In the past, store owners used to know what goods were moving off their shelves but not who was buying them.
Shoppers came in with trolleys, went out with bags, and that was it.
Whether one family had corn flakes and another oatmeal for breakfast was of little concern, as long as stock levels were monitored, and the shelves could be refilled.
But understanding consumer buying behaviour is crucial if supermarkets are to stay ahead in today’s digital world. By harnessing the power of data, multi-billion dollar supermarket giants can provide a personal touch for consumers. This allows companies to become a welcome part of their customers’ lives.
Technology is transforming the grocery industry
Andrew Brothers has been at the forefront of this digital transformation. In 2015 he became Chief Information Officer at Dutch supermarket company Albert Heijn, after working with various companies including the UK supermarket chain Sainsbury’s, IBM and Whitbread.
“When I started in my early career with Sainsbury’s, technology was used primarily around ordering and distributing the product,” Brothers says.
“Now the onus is all about understanding the consumer and providing services that are quick and easy to use.
“It’s not just about distribution and checkouts anymore, but the whole consumer journey.”
From online home delivery to self-service checkouts, supermarkets are rethinking the shopping experience and the speed of technological innovation over recent years has been startling.
The power of data
Supermarkets the world over now use data to provide a better experience for shoppers – and to increase profit margins.
“Data is one of the biggest things we need to utilize,” Brothers says.
“Whether it’s concerning the customer or whether it’s optimizing your supply chain, you need to have very good data analytics technology – that’s the only way you’ll get the competitive advantage.”
One way Albert Heijn is harnessing the power of data is through its personalized Bonus Card offering. Customers with the card receive emails with personalized promotions, based on their shopping behaviour.
To get the card, customers must provide certain personal information, such as their age and address. This information is used by the company to build up its data reserves and improve its customer proposition.
In this age of digital innovation, data has become arguably the most important driver of growth for grocery chains of all shapes and sizes.
‘Data is our crown jewel’
Along with access to such vast amounts of private data comes the responsibility for protecting it from would-be thieves. “Data is our crown jewel, but it is also the consumer’s crown jewel,” says Brothers.
The European Union’s General Data Protection Regulation, which comes into effect in May 2018, is designed to give individuals more control over their personal information. It is already changing how businesses operate and will establish a single set of data protection rules for companies offering services to EU customers.
But despite this and similar initiatives elsewhere, Brothers says it is the responsibility of companies to ensure they handle information carefully.
“You have to invest and make sure your data is safe,” Brothers says. “You have to take it super seriously.”
The supermarket of the future
In many ways the supermarket of the future is already here.

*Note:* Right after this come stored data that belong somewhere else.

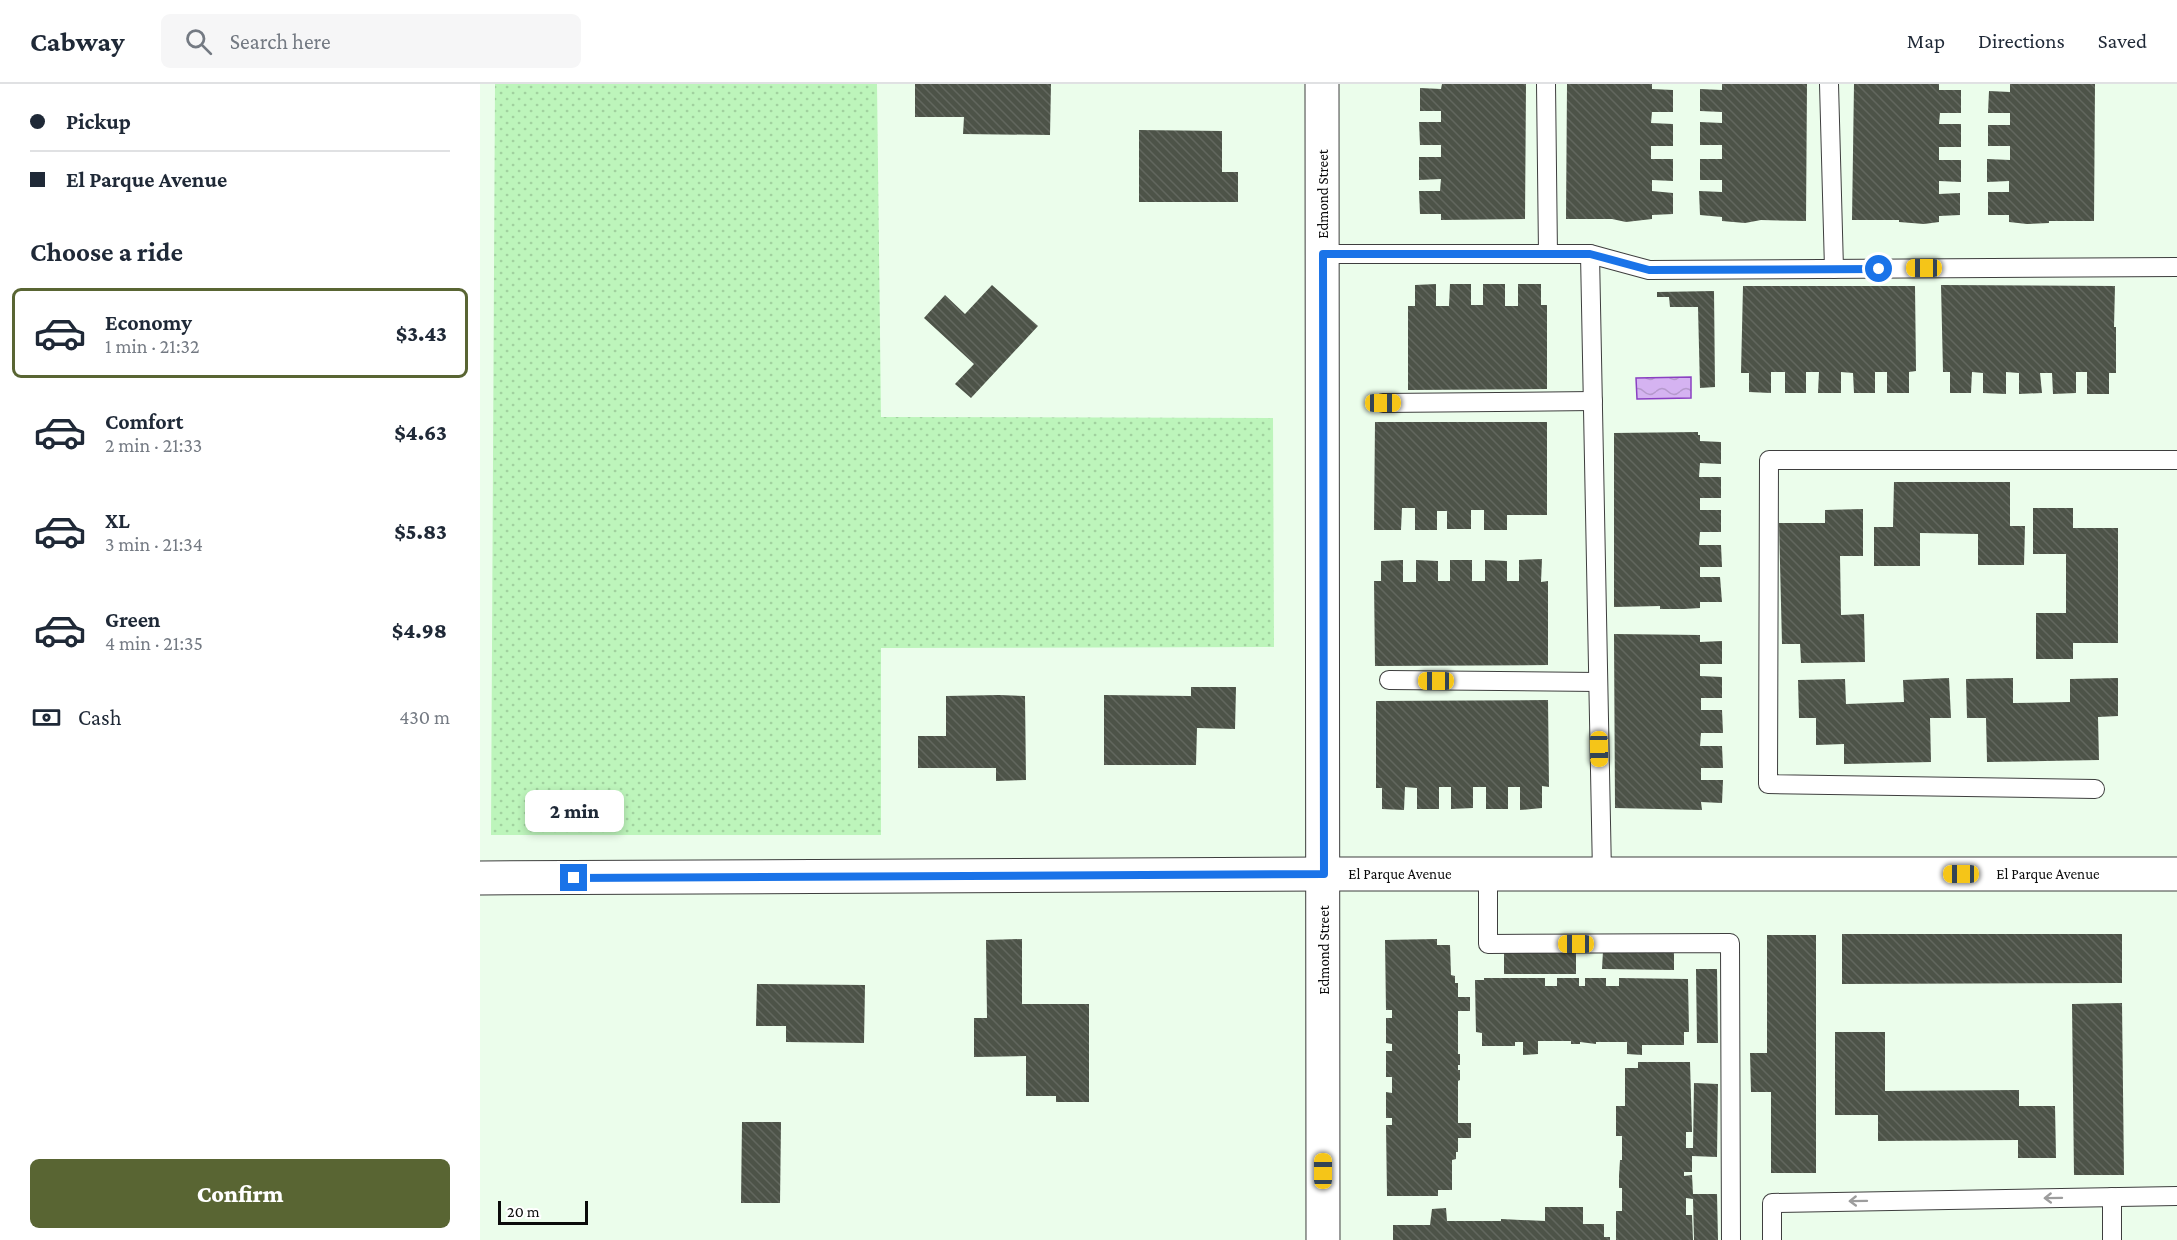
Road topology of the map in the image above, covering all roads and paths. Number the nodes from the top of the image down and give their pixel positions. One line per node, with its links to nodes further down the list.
1 (1322, 84): 4 (street, Edmond Street)
2 (1546, 84): 5 (lane)
3 (1829, 84): 8 (lane)
4 (1323, 254): 5 (lane); 15 (street, Edmond Street)
5 (1548, 254): 6 (lane)
6 (1590, 254): 8 (lane); 9 (lane)
7 (2177, 267): 8 (lane)
8 (1834, 269)
9 (1593, 401): 10 (lane); 13 (lane)
10 (1383, 403)
11 (2177, 460): 14 (lane)
12 (1389, 680): 13 (lane)
13 (1598, 682): 17 (lane)
14 (2095, 789)
15 (1324, 874): 16 (street, El Parque Avenue); 19 (street, El Parque Avenue); 22 (street, Edmond Street)
16 (1488, 874): 17 (street, El Parque Avenue); 23 (lane)
17 (1602, 874): 18 (street, El Parque Avenue)
18 (2177, 874)
19 (480, 878)
20 (2177, 1196): 21 (lane)
21 (2112, 1197): 24 (lane, one-way to 24); 25 (lane)
22 (1323, 1240)
23 (1731, 1240)
24 (1772, 1240)
25 (2112, 1240)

Customers can select, order and pay for their shopping without visiting a store. The weekly shop is becoming a thing of the past for many.
But this does not mean supermarkets are resting on their digital laurels.
Supply chain upgrades are being prioritized by many groups so that each store gets individualized replenishment shipping quickly.
Mobile pay has been around for a few years now, but research shows it could soon be used by many more supermarket shoppers. A 2016 report said it could reach more than $314 billion by 2020.
And some shops are experimenting with checkout-free stores. The Amazon Go store in Seattle, for example, allows customers to leave without paying for goods at a register or self-service till.
It uses hundreds of ceiling-mounted cameras and electronic sensors to identify each customer and track the items they select. Purchases are billed to the customer’s credit card when they leave the store.
Albert Heijn is also using technology to make customers’ lives easier. This summer it will unveil its first checkout-free ‘tap and go’ store. This will allow shoppers to pay for items without going through the checkout.
After registering via an app, customers can select an item, tap an electronic shelf card, and go. The money will be automatically transferred from their bank account within 10 minutes.
For Brothers, future technology must be developed with simplicity in mind. He says: “If you look at what’s happening in China, you’ve got to be into the integrated mobile experience. Technology has to be about simplifying the consumer’s life.”
Find a tech partner that adds value
IT firms with a solid grounding in the retail space are few and far between. Those that know the grocery industry well can be a valuable ally.
Albert Heijn has been working with Tata Consultancy Services for the past year. Brothers says it is “a new partnership, but one that’s evolving very quickly and very well.”
He adds: “There are a number of reasons why we chose TCS, but what really stood out was their depth of retail knowledge – they work with most of the big retailers around the world.
“They have an understanding of the challenge of making sure we have the right technology to help fight the breadth of competition we have from both established and emerging retailers.”